The researchers found their first specimen under one of the biggest rocks in the deepest part of a creek that has been a (literal) stomping ground for aquatic biologists for at least half a century. The new species is described in a paper in the Proceedings of the Biological Society of Washington.

The new crayfish belongs to the genus Barbicambarus, which in addition to being big is very distinctive. Most notably, Barbicambarus have unusual “bearded” antennae; the antennae are covered with a luxurious fringe of tiny, hair-like bristles, called setae, which enhance their sensory function.

“This isn’t a crayfish that someone would have picked up and just said, ‘Oh, it’s another crayfish,’ and put it back,” said University of Illinois aquatic biologist Chris Taylor, the curator of crustaceans at the Illinois Natural History Survey and a co-discoverer of the new species with Eastern Kentucky University biological sciences professor Guenter Schuster.

“If you were an aquatic biologist and you had seen this thing, because of the size and the setae on the antennae, you would have recognized it as something really, really different and you would have saved it.”
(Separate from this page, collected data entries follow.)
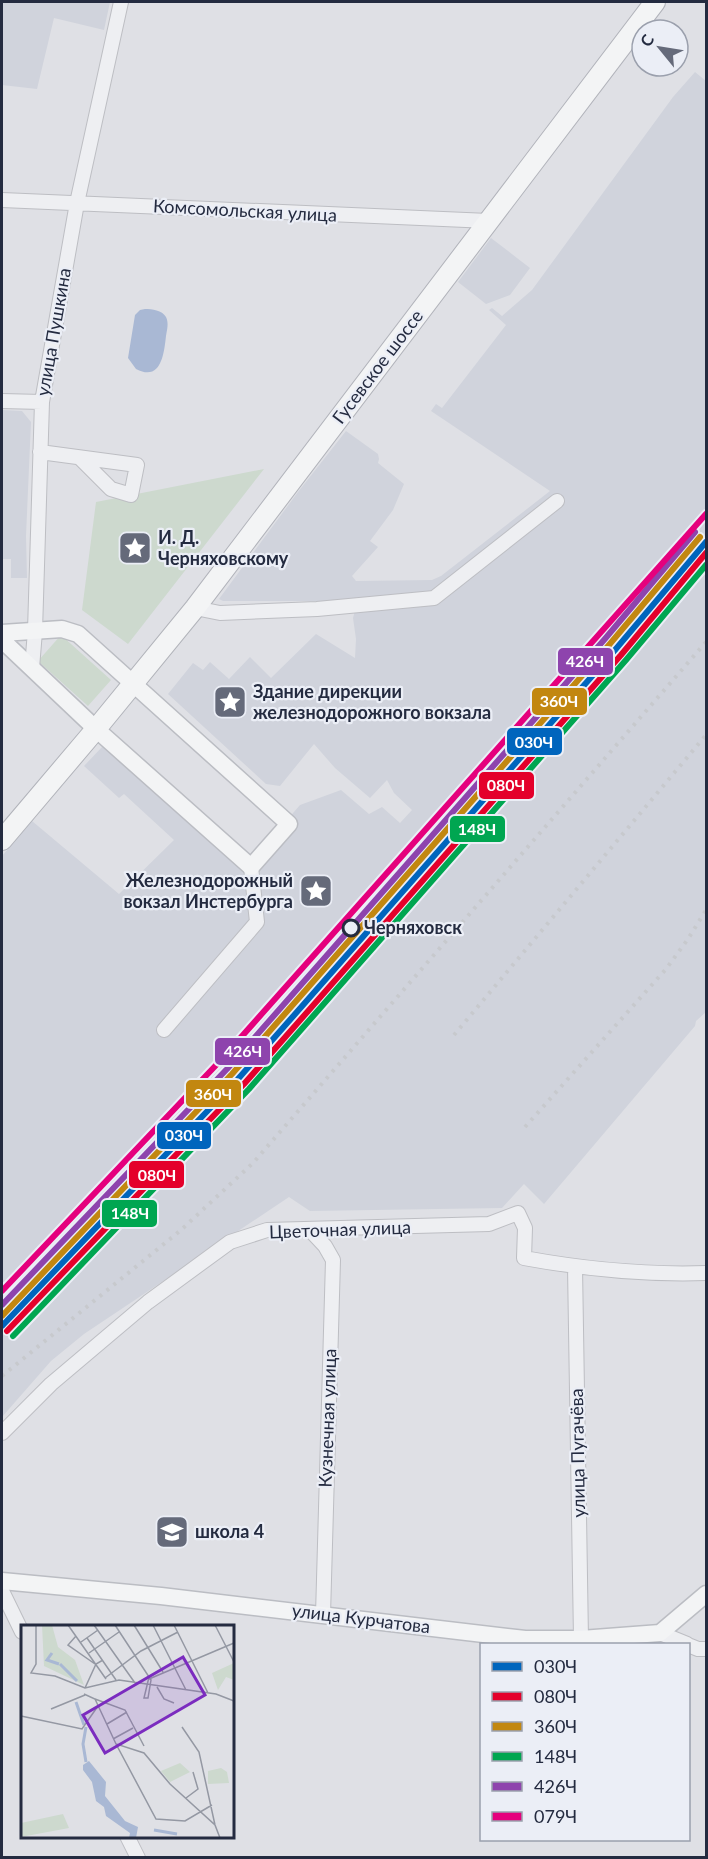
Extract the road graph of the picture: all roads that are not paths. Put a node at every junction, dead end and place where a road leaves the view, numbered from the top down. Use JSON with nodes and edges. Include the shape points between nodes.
{"nodes":[{"id":1,"x":122,"y":2,"type":"edge"},
{"id":2,"x":655,"y":2,"type":"edge"},
{"id":3,"x":2,"y":200,"type":"edge"},
{"id":4,"x":77,"y":203,"type":"junction"},
{"id":5,"x":489,"y":221,"type":"junction"},
{"id":6,"x":2,"y":401,"type":"edge"},
{"id":7,"x":42,"y":402,"type":"junction"},
{"id":8,"x":40,"y":452,"type":"junction"},
{"id":9,"x":80,"y":458,"type":"dead end"},
{"id":10,"x":557,"y":501,"type":"dead end"},
{"id":11,"x":195,"y":608,"type":"junction"},
{"id":12,"x":35,"y":631,"type":"junction"},
{"id":13,"x":2,"y":633,"type":"edge"},
{"id":14,"x":2,"y":640,"type":"edge"},
{"id":15,"x":32,"y":668,"type":"junction"},
{"id":16,"x":134,"y":685,"type":"junction"},
{"id":17,"x":96,"y":729,"type":"junction"},
{"id":18,"x":2,"y":840,"type":"edge"},
{"id":19,"x":251,"y":867,"type":"junction"},
{"id":20,"x":165,"y":1030,"type":"dead end"},
{"id":21,"x":310,"y":1230,"type":"junction"},
{"id":22,"x":575,"y":1267,"type":"junction"},
{"id":23,"x":706,"y":1273,"type":"edge"},
{"id":24,"x":2,"y":1433,"type":"edge"},
{"id":25,"x":2,"y":1581,"type":"edge"},
{"id":26,"x":2,"y":1591,"type":"edge"},
{"id":27,"x":706,"y":1594,"type":"edge"},
{"id":28,"x":323,"y":1615,"type":"junction"},
{"id":29,"x":21,"y":1630,"type":"edge"},
{"id":30,"x":660,"y":1633,"type":"junction"},
{"id":31,"x":581,"y":1639,"type":"junction"},
{"id":32,"x":683,"y":1643,"type":"edge"},
{"id":33,"x":690,"y":1646,"type":"edge"},
{"id":34,"x":706,"y":1649,"type":"edge"},
{"id":35,"x":128,"y":1838,"type":"edge"},
{"id":36,"x":138,"y":1857,"type":"edge"}],
"edges":[{"from":1,"to":4,"type":"street","name":"улица Пушкина"},
{"from":2,"to":5,"type":"highway","name":"Гусевское шоссе"},
{"from":3,"to":4,"type":"street","name":"Комсомольская улица"},
{"from":4,"to":5,"type":"street","name":"Комсомольская улица"},
{"from":4,"to":7,"type":"street","name":"улица Пушкина"},
{"from":5,"to":11,"type":"highway","name":"Гусевское шоссе"},
{"from":6,"to":7,"type":"street"},
{"from":7,"to":8,"type":"street","name":"улица Пушкина"},
{"from":8,"to":9,"type":"street"},
{"from":8,"to":12,"type":"street","name":"улица Пушкина"},
{"from":10,"to":11,"type":"street","via":[[434,598],[317,609],[220,613]]},
{"from":11,"to":16,"type":"highway","name":"Гусевское шоссе"},
{"from":12,"to":13,"type":"main road"},
{"from":12,"to":15,"type":"street","name":"улица Пушкина"},
{"from":12,"to":16,"type":"main road","via":[[62,629],[78,634]]},
{"from":14,"to":15,"type":"main road"},
{"from":15,"to":17,"type":"main road"},
{"from":16,"to":17,"type":"highway","name":"Гусевское шоссе"},
{"from":16,"to":19,"type":"main road","via":[[289,824]]},
{"from":17,"to":18,"type":"highway","name":"Гусевское шоссе"},
{"from":17,"to":19,"type":"main road"},
{"from":19,"to":20,"type":"street","via":[[257,922]]},
{"from":21,"to":22,"type":"street","name":"Цветочная улица","via":[[489,1224],[518,1213],[525,1228],[524,1258]]},
{"from":21,"to":24,"type":"street","name":"Цветочная улица","via":[[267,1230],[230,1242],[148,1302],[51,1384]]},
{"from":21,"to":28,"type":"street","name":"Кузнечная улица","via":[[333,1260]]},
{"from":22,"to":23,"type":"street","name":"Цветочная улица"},
{"from":22,"to":31,"type":"street","name":"улица Пугачёва"},
{"from":25,"to":28,"type":"main road","name":"улица Курчатова"},
{"from":26,"to":29,"type":"street"},
{"from":27,"to":30,"type":"main road"},
{"from":28,"to":31,"type":"main road","name":"улица Курчатова","via":[[525,1639]]},
{"from":30,"to":31,"type":"main road","name":"улица Курчатова"},
{"from":30,"to":32,"type":"street"},
{"from":33,"to":34,"type":"street"},
{"from":35,"to":36,"type":"street"}]}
Schuster first learned of the crayfish in 2009 when a colleague forwarded photos from a man who had seen the animal in Shoal Creek, a stream in southern Tennessee that ultimately drains into the Tennessee River. Schuster immediately recognized it as a member of the genus Barbicambarus, and sent the photos to Taylor, his longtime collaborator.

Both men suspected that this was a wayward member of the originally discovered species, Barbicambarus cornutus. B. cornutus had never been seen that far south, but the researchers knew that crayfish have been moved great distances in the bait buckets of itinerant fishermen or by those interested in commercially rearing crayfishes.

“I was leaning to the easiest explanation,” Taylor said.

“Me too,” said Schuster. “That’s been going on for 50 years in the U.S., moving species around, so it would not be a surprise if that was the case.”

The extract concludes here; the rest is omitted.